Memory slowly increases to 8.4 GB whilst going through the document.
I’m searching using the TextFragmentAbsorber in the following way:
// API params
public class SearchRequest
{
[Required]
public string Query { get; set; }
[Required]
public IFormFile Content { get; set; }
}
// Endpoint
public IActionResult SearchPdf([FromForm] SearchRequest searchRequest)
{
var hits = 0;
using (var ms = new MemoryStream())
{
searchRequest.Content.CopyTo(ms);
using (var document = new Aspose.Pdf.Document(ms))
{
var textSearchOptions = new TextSearchOptions(true);
textSearchOptions.IgnoreResourceFontErrors = true;
foreach (var page in document.Pages)
{
var textFragmentAbsorber = new TextFragmentAbsorber(searchRequest.Query, textSearchOptions);
page.Accept(textFragmentAbsorber);
hits += textFragmentAbsorber.TextFragments.Count;
}
}
}
return Ok(hits);
}
I’m not comfortable deploying this to our production environment as is.
Could you clarify this memory consumption for me? Is this an issue or normal when searching through ~1700 document?
Memory consumption did fall down to around 2.7 GB, but performance took a massive hit. Without the forced garbage collection, searching through all 1700 documents took around 45-60 seconds.
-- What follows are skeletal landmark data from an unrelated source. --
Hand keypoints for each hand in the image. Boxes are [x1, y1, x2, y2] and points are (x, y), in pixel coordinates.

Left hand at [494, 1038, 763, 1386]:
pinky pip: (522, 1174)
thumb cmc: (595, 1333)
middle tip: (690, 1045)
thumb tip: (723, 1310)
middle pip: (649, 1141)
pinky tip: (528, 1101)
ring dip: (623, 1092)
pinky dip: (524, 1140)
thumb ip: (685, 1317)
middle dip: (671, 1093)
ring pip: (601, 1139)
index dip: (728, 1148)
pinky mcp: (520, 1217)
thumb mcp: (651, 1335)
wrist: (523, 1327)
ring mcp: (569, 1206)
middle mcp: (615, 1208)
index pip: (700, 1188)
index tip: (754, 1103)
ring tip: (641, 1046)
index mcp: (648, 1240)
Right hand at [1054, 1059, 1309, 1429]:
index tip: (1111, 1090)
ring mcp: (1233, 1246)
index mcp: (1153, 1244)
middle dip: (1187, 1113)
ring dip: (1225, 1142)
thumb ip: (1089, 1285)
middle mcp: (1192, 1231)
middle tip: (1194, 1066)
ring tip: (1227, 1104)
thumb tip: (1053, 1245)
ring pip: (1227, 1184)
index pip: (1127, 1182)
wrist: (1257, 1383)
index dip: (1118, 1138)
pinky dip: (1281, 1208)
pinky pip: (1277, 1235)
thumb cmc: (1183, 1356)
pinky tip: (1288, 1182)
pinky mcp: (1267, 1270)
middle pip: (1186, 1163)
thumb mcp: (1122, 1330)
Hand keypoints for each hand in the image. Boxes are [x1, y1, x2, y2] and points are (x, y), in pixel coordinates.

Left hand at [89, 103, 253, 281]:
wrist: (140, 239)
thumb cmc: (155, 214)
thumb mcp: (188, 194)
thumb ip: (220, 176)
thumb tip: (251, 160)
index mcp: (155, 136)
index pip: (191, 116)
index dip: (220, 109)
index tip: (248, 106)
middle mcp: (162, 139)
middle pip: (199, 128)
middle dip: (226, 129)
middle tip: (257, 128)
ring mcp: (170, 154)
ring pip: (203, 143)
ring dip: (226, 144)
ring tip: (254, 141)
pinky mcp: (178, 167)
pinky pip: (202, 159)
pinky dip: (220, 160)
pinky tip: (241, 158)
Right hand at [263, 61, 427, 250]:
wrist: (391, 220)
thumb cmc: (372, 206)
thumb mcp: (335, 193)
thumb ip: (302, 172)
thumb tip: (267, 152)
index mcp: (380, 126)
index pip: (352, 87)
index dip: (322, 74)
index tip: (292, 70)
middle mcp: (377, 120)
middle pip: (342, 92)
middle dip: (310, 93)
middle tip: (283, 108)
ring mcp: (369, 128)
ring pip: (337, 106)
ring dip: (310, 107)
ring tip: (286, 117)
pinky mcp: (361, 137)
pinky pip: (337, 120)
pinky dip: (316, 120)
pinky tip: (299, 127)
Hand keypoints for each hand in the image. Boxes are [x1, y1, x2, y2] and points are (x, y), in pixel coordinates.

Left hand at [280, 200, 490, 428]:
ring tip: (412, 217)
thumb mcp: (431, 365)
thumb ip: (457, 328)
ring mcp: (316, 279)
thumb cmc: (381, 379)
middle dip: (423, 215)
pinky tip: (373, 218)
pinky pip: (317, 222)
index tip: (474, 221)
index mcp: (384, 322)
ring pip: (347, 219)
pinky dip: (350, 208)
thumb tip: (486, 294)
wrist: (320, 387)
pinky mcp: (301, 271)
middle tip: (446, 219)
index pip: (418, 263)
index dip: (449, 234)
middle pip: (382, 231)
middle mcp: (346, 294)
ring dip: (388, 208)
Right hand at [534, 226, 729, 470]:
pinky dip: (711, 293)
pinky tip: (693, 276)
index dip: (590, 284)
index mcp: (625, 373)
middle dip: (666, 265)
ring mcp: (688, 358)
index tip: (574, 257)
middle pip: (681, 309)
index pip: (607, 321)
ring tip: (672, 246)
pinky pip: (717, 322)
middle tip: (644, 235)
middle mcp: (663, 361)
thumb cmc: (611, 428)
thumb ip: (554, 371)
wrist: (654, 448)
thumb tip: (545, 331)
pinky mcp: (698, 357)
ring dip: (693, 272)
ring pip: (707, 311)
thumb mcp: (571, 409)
With forced garbage collection, the search takes ~49 minutes.
@dfhchaa
The performance hit is expected - this is the effect of adding GC.Collect(). I asked to add it (especially in each iteration) only for check.
Please show the code you use that works with the library.
@dfhchaa
Thank you.
I have not seen how work is being done directly with PDF documents - so I will note that Aspose.Pdf.Document is supporting IDisposable and should be used with using.
Sorry for the late reply, I’ve had a couple of days vacation.
As you can see from my original question, I did realize that Document is supporting IDisposable, as seen in the below code sample.
using (var document = new Aspose.Pdf.Document(ms))
{
var textSearchOptions = new TextSearchOptions(true);
textSearchOptions.IgnoreResourceFontErrors = true;
// Abbreviation...
}
This is the whole reason for my confusion. I’m disposing the document, but it doesn’t seem to release memory.
I should reproduce this in my environment and if I don’t see a clear reason, set a task to the development team.
Can you somehow format this so that I can reproduce it myself? Maybe try working with a thousand copies of some file you might attach?